You will need to decide which of these factors are most important to your business and ultimately what will give you a competitive advantage. If components of your value proposition can be bought in, do you really need to make it yourself?

Insourcing: What insourcing entails will vary greatly from one business to another, so we can’t go into too much detail. Indeed, the requirements for setting up a food manufacturing plant are entirely different to bringing together a team of developers to make an app, or a team of scientists developing a new farming technique. However, you should consider the following:

  • Capital expenditure plan: as noted above, insourcing is likely to be more capital intensive than outsourcing. It is especially important to spend time developing a robust capital expenditure plan (see Chapter 3 on business plan).
  • Technical capacity: you will also need to make sure that you have the right technical capacity within the team to make this work.
  • Scalability: determining what scale to develop operations to can be a challenge. A smaller setup will be quicker and cheaper to install but may quickly become redundant as you scale. Conversely a larger setup may be underutilised as you work to build up demand, eroding margins. Having confidence in your sales plan and financial forecast will help you make the right decision.

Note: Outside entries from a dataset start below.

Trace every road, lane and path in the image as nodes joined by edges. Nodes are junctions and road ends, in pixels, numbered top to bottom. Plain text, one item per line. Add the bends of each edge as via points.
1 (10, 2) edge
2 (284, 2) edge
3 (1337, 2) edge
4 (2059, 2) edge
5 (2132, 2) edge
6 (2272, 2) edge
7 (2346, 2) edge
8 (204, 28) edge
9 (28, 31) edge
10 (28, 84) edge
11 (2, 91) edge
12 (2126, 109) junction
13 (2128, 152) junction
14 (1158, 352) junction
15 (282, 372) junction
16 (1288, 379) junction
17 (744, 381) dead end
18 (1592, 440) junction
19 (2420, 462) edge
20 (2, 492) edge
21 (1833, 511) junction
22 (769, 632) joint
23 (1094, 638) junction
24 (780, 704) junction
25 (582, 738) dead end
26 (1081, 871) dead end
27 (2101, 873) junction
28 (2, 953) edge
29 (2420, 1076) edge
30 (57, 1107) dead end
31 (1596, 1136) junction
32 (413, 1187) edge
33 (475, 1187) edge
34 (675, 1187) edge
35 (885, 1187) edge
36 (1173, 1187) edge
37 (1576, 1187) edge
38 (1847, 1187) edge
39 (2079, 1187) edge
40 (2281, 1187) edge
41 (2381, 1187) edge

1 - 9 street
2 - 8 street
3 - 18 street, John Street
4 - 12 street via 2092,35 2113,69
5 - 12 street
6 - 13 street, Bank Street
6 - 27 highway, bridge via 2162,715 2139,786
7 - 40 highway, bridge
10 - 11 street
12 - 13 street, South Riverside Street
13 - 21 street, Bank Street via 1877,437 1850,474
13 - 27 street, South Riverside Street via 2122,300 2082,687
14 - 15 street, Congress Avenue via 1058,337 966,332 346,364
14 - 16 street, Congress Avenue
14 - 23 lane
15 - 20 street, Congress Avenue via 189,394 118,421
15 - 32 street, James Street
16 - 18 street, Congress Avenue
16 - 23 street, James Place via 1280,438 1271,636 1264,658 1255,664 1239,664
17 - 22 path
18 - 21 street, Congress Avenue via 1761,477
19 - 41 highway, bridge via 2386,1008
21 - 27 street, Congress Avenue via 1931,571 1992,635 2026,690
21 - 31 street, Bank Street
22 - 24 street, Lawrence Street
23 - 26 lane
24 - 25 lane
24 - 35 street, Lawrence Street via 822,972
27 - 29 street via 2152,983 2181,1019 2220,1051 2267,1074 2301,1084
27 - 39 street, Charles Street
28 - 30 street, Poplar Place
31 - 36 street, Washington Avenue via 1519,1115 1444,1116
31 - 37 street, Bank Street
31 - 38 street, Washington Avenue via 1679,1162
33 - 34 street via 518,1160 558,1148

Outsourcing: Finding someone who can take over a substantial amount of your operations can seem like a silver bullet, but the work is far from over. Entrusting the delivery of a key part of your proposition to a third party has many challenges, and you’ll find plenty of entrepreneurs with very negative experiences of doing so. Still, here are some pointers if this is the path you choose to go down:

  • Finding a third party to work with: Finding someone you can outsource to is not always straight forward. Speak with competitors as they may have spare capacity they need to use. Reach out to industry bodies as they might be able to refer you to a suitable party. Go to tradeshows. Speak with machine manufacturers as they may tell you who has purchased relevant equipment.
  • Choosing a third party: There are many considerations to keep in mind including pricing, quality, lead times, how reactive they can be, what accreditations they hold and geographical location. You also want to consider their ability to meet increasing demand from you as you scale.
  • Coming to an agreement: Make sure you have a clear agreement with them covering key aspects such as price, quality and lead-times. You will also want to think about protecting any IP you share with them. If there are setup costs, push for them to cover these. If that’s not possible, try and maintain ownership over anything you pay for. Make sure your agreement incentivises your partner to deliver a good product or service to you!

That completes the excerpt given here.